Collected data entries
________________________
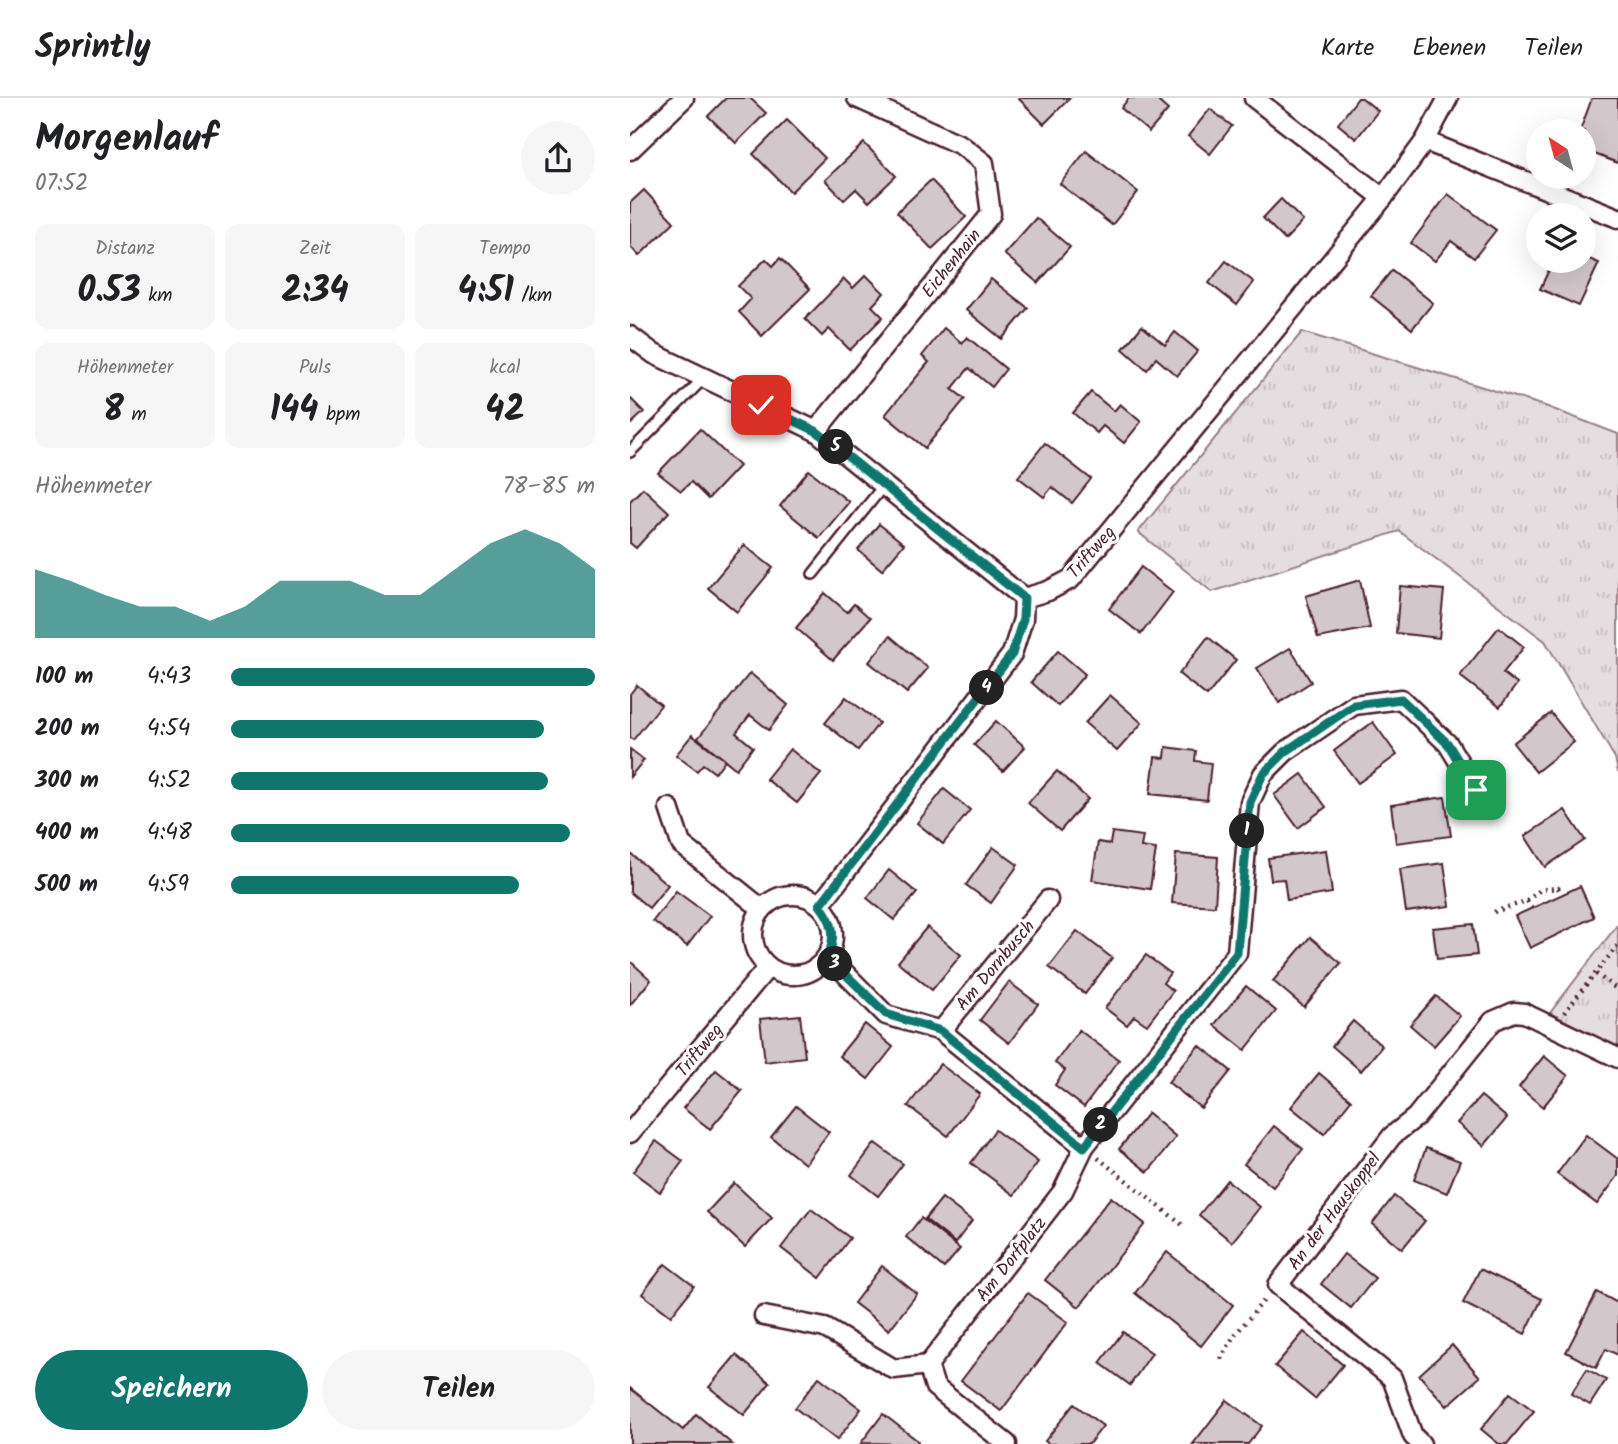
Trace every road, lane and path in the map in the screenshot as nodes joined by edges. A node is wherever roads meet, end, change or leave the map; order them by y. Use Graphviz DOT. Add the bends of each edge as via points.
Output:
graph roads {
  1 [pos="684,98"];
  2 [pos="857,98"];
  3 [pos="1254,98"];
  4 [pos="1448,98"];
  5 [pos="1425,141"];
  6 [pos="630,150"];
  7 [pos="1382,198"];
  8 [pos="1618,218"];
  9 [pos="630,336"];
  10 [pos="704,377"];
  11 [pos="816,431"];
  12 [pos="630,452"];
  13 [pos="885,485"];
  14 [pos="813,574"];
  15 [pos="1024,598"];
  16 [pos="1476,790"];
  17 [pos="669,808"];
  18 [pos="1562,894"];
  19 [pos="1048,900"];
  20 [pos="1527,901"];
  21 [pos="820,905"];
  22 [pos="1532,908"];
  23 [pos="762,909"];
  24 [pos="1494,912"];
  25 [pos="1618,945"];
  26 [pos="828,957"];
  27 [pos="768,967"];
  28 [pos="1596,974"];
  29 [pos="1618,990"];
  30 [pos="1553,1026"];
  31 [pos="941,1031"];
  32 [pos="1618,1058"];
  33 [pos="630,1133"];
  34 [pos="1084,1147"];
  35 [pos="1185,1227"];
  36 [pos="1278,1285"];
  37 [pos="764,1316"];
  38 [pos="1221,1359"];
  39 [pos="928,1365"];
  40 [pos="1007,1444"];
  41 [pos="1420,1444"];
  1 -- 6 [label="street"];
  2 -- 11 [label="street, Eichenhain" via="961,145 984,163 991,214"];
  3 -- 7 [label="street"];
  4 -- 5 [label="street, Triftweg"];
  5 -- 7 [label="street, Triftweg"];
  5 -- 8 [label="street"];
  7 -- 15 [label="street, Triftweg" via="1071,579"];
  9 -- 10 [label="street" via="654,354"];
  10 -- 11 [label="street"];
  10 -- 12 [label="lane"];
  11 -- 13 [label="street"];
  13 -- 14 [label="lane"];
  13 -- 15 [label="street"];
  15 -- 21 [label="street" via="1012,654"];
  16 -- 34 [label="street, Am Dorfplatz" via="1448,744 1401,699 1354,705 1285,752 1263,774 1250,802 1237,953"];
  17 -- 23 [label="street" via="681,844"];
  18 -- 20 [label="path" via="1558,888 1540,890"];
  19 -- 31 [label="street, Am Dornbusch"];
  20 -- 22 [label="path"];
  20 -- 24 [label="path"];
  21 -- 23 [label="street" via="797,895 784,896"];
  21 -- 26 [label="street" via="833,929"];
  23 -- 27 [label="street" via="752,933 759,957"];
  25 -- 28 [label="path"];
  26 -- 27 [label="street" via="800,975"];
  26 -- 31 [label="street" via="886,1014"];
  27 -- 33 [label="street, Triftweg"];
  28 -- 29 [label="path"];
  28 -- 30 [label="path"];
  30 -- 32 [label="street"];
  30 -- 36 [label="street, An der Hauskoppel" via="1514,1012 1493,1021 1416,1117 1392,1136"];
  31 -- 34 [label="street"];
  34 -- 35 [label="path"];
  34 -- 39 [label="street, Am Dorfplatz" via="1063,1191"];
  36 -- 38 [label="path" via="1234,1336"];
  36 -- 41 [label="street, An der Hauskoppel" via="1392,1378"];
  37 -- 39 [label="street" via="825,1328 894,1369"];
  39 -- 40 [label="street" via="935,1387"];
}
________________________
- _Work item_:
Please output every entry exactly as written, apart from the pictures.

- _Response area_:
Trace every road, lane and path in the map in the screenshot as nodes joined by edges. A node is wherever roads meet, end, change or leave the map; order them by y. Use Graphviz DOT. Add the bends of each edge as via points.
Output:
graph roads {
  1 [pos="684,98"];
  2 [pos="857,98"];
  3 [pos="1254,98"];
  4 [pos="1448,98"];
  5 [pos="1425,141"];
  6 [pos="630,150"];
  7 [pos="1382,198"];
  8 [pos="1618,218"];
  9 [pos="630,336"];
  10 [pos="704,377"];
  11 [pos="816,431"];
  12 [pos="630,452"];
  13 [pos="885,485"];
  14 [pos="813,574"];
  15 [pos="1024,598"];
  16 [pos="1476,790"];
  17 [pos="669,808"];
  18 [pos="1562,894"];
  19 [pos="1048,900"];
  20 [pos="1527,901"];
  21 [pos="820,905"];
  22 [pos="1532,908"];
  23 [pos="762,909"];
  24 [pos="1494,912"];
  25 [pos="1618,945"];
  26 [pos="828,957"];
  27 [pos="768,967"];
  28 [pos="1596,974"];
  29 [pos="1618,990"];
  30 [pos="1553,1026"];
  31 [pos="941,1031"];
  32 [pos="1618,1058"];
  33 [pos="630,1133"];
  34 [pos="1084,1147"];
  35 [pos="1185,1227"];
  36 [pos="1278,1285"];
  37 [pos="764,1316"];
  38 [pos="1221,1359"];
  39 [pos="928,1365"];
  40 [pos="1007,1444"];
  41 [pos="1420,1444"];
  1 -- 6 [label="street"];
  2 -- 11 [label="street, Eichenhain" via="961,145 984,163 991,214"];
  3 -- 7 [label="street"];
  4 -- 5 [label="street, Triftweg"];
  5 -- 7 [label="street, Triftweg"];
  5 -- 8 [label="street"];
  7 -- 15 [label="street, Triftweg" via="1071,579"];
  9 -- 10 [label="street" via="654,354"];
  10 -- 11 [label="street"];
  10 -- 12 [label="lane"];
  11 -- 13 [label="street"];
  13 -- 14 [label="lane"];
  13 -- 15 [label="street"];
  15 -- 21 [label="street" via="1012,654"];
  16 -- 34 [label="street, Am Dorfplatz" via="1448,744 1401,699 1354,705 1285,752 1263,774 1250,802 1237,953"];
  17 -- 23 [label="street" via="681,844"];
  18 -- 20 [label="path" via="1558,888 1540,890"];
  19 -- 31 [label="street, Am Dornbusch"];
  20 -- 22 [label="path"];
  20 -- 24 [label="path"];
  21 -- 23 [label="street" via="797,895 784,896"];
  21 -- 26 [label="street" via="833,929"];
  23 -- 27 [label="street" via="752,933 759,957"];
  25 -- 28 [label="path"];
  26 -- 27 [label="street" via="800,975"];
  26 -- 31 [label="street" via="886,1014"];
  27 -- 33 [label="street, Triftweg"];
  28 -- 29 [label="path"];
  28 -- 30 [label="path"];
  30 -- 32 [label="street"];
  30 -- 36 [label="street, An der Hauskoppel" via="1514,1012 1493,1021 1416,1117 1392,1136"];
  31 -- 34 [label="street"];
  34 -- 35 [label="path"];
  34 -- 39 [label="street, Am Dorfplatz" via="1063,1191"];
  36 -- 38 [label="path" via="1234,1336"];
  36 -- 41 [label="street, An der Hauskoppel" via="1392,1378"];
  37 -- 39 [label="street" via="825,1328 894,1369"];
  39 -- 40 [label="street" via="935,1387"];
}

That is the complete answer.